Professional ratings
Review scores
| Source | Rating |
| AllMusic | Star |
| Entertainment Weekly | C |

==Recording==
The album was independently recorded at Euphoria Sound Studio, now known as Sound & Vision Media, in Revere, MA by engineer Gordon Hookailo. Some of the recording was documented on video tape by studio owner Howard Cook. The album is named after Ben "Junta" Hunter, the band's first official manager, whose nickname is pronounced with a hard J and a short U.

In addition to a few more traditionally structured songs, Junta contains symphonic-like epics and multi-part progressive rock and jazz suites.

==Release==
The recording was released on tape in 1988, and did not appear in stores officially until May 8, 1989. Phish held a release party concert for the Junta tape on May 9, 1989 at The Front club in their native Burlington, Vermont. The album was re-released by Elektra Records on October 26, 1992. The album was certified gold by the RIAA on October 9, 1997, and was certified platinum on July 7, 2004. In February 2009, the album became available as a download.
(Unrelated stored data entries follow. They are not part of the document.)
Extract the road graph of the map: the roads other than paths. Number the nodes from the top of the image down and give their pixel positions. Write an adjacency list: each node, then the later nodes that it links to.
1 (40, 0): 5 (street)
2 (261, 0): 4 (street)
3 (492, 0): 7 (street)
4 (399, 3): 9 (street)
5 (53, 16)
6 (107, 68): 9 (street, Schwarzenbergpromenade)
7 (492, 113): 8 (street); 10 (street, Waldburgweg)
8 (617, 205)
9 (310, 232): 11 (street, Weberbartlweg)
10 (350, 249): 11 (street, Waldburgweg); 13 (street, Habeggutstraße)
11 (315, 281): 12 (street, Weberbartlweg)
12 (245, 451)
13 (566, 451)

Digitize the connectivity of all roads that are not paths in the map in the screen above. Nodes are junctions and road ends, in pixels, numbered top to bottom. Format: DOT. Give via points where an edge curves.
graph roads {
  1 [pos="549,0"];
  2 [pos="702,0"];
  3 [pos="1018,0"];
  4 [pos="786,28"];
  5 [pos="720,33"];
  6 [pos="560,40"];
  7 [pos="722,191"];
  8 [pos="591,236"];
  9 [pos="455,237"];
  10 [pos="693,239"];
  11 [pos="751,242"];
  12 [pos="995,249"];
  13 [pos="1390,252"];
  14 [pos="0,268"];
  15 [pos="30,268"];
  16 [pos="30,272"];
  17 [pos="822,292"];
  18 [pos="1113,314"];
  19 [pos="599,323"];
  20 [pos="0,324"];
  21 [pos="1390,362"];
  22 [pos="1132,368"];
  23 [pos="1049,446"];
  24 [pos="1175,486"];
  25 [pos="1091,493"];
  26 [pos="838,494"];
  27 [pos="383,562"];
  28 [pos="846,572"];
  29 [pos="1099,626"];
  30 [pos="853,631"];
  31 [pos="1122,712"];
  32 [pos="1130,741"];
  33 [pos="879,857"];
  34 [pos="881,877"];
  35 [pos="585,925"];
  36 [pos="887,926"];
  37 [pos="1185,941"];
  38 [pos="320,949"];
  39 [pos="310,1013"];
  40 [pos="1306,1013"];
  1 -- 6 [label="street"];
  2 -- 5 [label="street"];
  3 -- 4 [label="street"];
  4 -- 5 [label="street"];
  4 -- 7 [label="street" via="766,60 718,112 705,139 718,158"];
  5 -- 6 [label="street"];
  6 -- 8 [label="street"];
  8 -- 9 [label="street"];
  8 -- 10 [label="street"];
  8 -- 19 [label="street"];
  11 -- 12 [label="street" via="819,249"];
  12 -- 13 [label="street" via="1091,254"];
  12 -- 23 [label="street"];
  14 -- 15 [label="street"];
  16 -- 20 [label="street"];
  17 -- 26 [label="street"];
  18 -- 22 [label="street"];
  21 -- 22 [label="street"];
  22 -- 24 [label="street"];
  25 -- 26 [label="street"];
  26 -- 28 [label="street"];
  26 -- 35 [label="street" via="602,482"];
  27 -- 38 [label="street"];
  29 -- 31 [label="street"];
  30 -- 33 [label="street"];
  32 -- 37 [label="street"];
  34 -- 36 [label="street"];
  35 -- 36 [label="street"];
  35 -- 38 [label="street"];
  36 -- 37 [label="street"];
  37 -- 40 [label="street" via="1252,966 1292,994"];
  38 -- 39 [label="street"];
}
"Union Federal", "Sanity", and "Icculus" did not appear on the original cassette release, but rather only on the Elektra version, which had extra space on the CD format. "Union Federal" was taken from a jam session, while "Sanity" and "Icculus" were recorded live on July 25, 1988. There was a mix up in adding them to the Elektra version post-date, so the May 3, 1988 date inside the album notes is incorrect. The 2009 digital download also contained these three extra tracks, while the 2012 re-releases did not contain the extra tracks, as these were not part of the original album's stereo master reels. Other songs of the recording era include "Slave To The Traffic Light" and "Alumni Blues", both of which did not make it on the album or get a studio recording, but are live staples and appeared on The White Tape (1986).

==2012 vinyl reissue==
On February 13, 2012, it was announced that Junta would be released on vinyl for the first time on April 21, 2012 as a limited edition 3-LP vinyl set, as part of Record Store Day. The set was limited to 5,000 individually numbered copies. The vinyl release was created from the original stereo master reels and includes a free MP3 download of the entire album, transferred from the new vinyl master. Two digital transfers were also made from the original stereo master reels, one recorded at 24 bit / 96 kHz, and a second digital transfer recorded at 24 bit / 192 kHz. On this new release "Contact" is restored to its full length as on the original cassette release.

==Track listing==

Notes:

- The original cassette release contains "Fee" through "Dinner and a Movie" on side one, and "The Divided Sky" through "Contact" on side two.
- Tracks 4–6 on disc two are bonus tracks exclusive to CD editions of the album.
- Certain pressings of the album contain an extended version of "Contact".

Disc one
| No. | Title | Writer(s) | Length |
|---|---|---|---|
| 1. | "Fee" | Trey Anastasio | 5:23 |
| 2. | "You Enjoy Myself" | Anastasio | 9:47 |
| 3. | "Esther" | Anastasio | 9:21 |
| 4. | "Golgi Apparatus" | Anastasio; Tom Marshall; Brian Szuter; Aaron Woolf; | 4:35 |
| 5. | "Foam" | Anastasio | 6:50 |
| 6. | "Dinner and a Movie" | Anastasio; Steve Pollak; | 3:42 |
| 7. | "The Divided Sky" | Anastasio | 11:50 |
| 8. | "David Bowie" | Anastasio | 10:59 |

Disc two
| No. | Title | Writer(s) | Length |
|---|---|---|---|
| 1. | "Fluffhead" | Anastasio; Pollak; | 3:24 |
| 2. | "Fluff's Travels" a. "Fluff's Travels" b. "The Chase" c. "Who Do? We Do!" d. "Clod" e. "Bundle of Joy" f. "Arrival" | Anastasio | 11:35 |
| 3. | "Contact" | Mike Gordon | 6:42 |
| 4. | "Union Federal" | Anastasio; Jon Fishman; Gordon; Page McConnell; | 25:31 |
| 5. | "Sanity" (live on July 25, 1988) | Anastasio; Pollak; | 8:22 |
| 6. | "Icculus" (live on July 25, 1988) | Anastasio; Marshall; | 4:24 |
| Total length: |  |  | 122:25 |

==Personnel==

Phish
Trey Anastasio - guitars, lead vocals, producer
Page McConnell - keyboards, vocals, producer
Mike Gordon - bass guitar, vocals, producer, lead vocals on "Contact"
Jon Fishman - drums, vocals, trombone, producer
Others
Gordon Hookailo - engineer
Jim Davignon - assistant engineer
Bob Ludwig - mastering
Mike Mills - design
Jim Pollock - artwork
Nick McDougal - cassette duplication at ProtoSound Inc.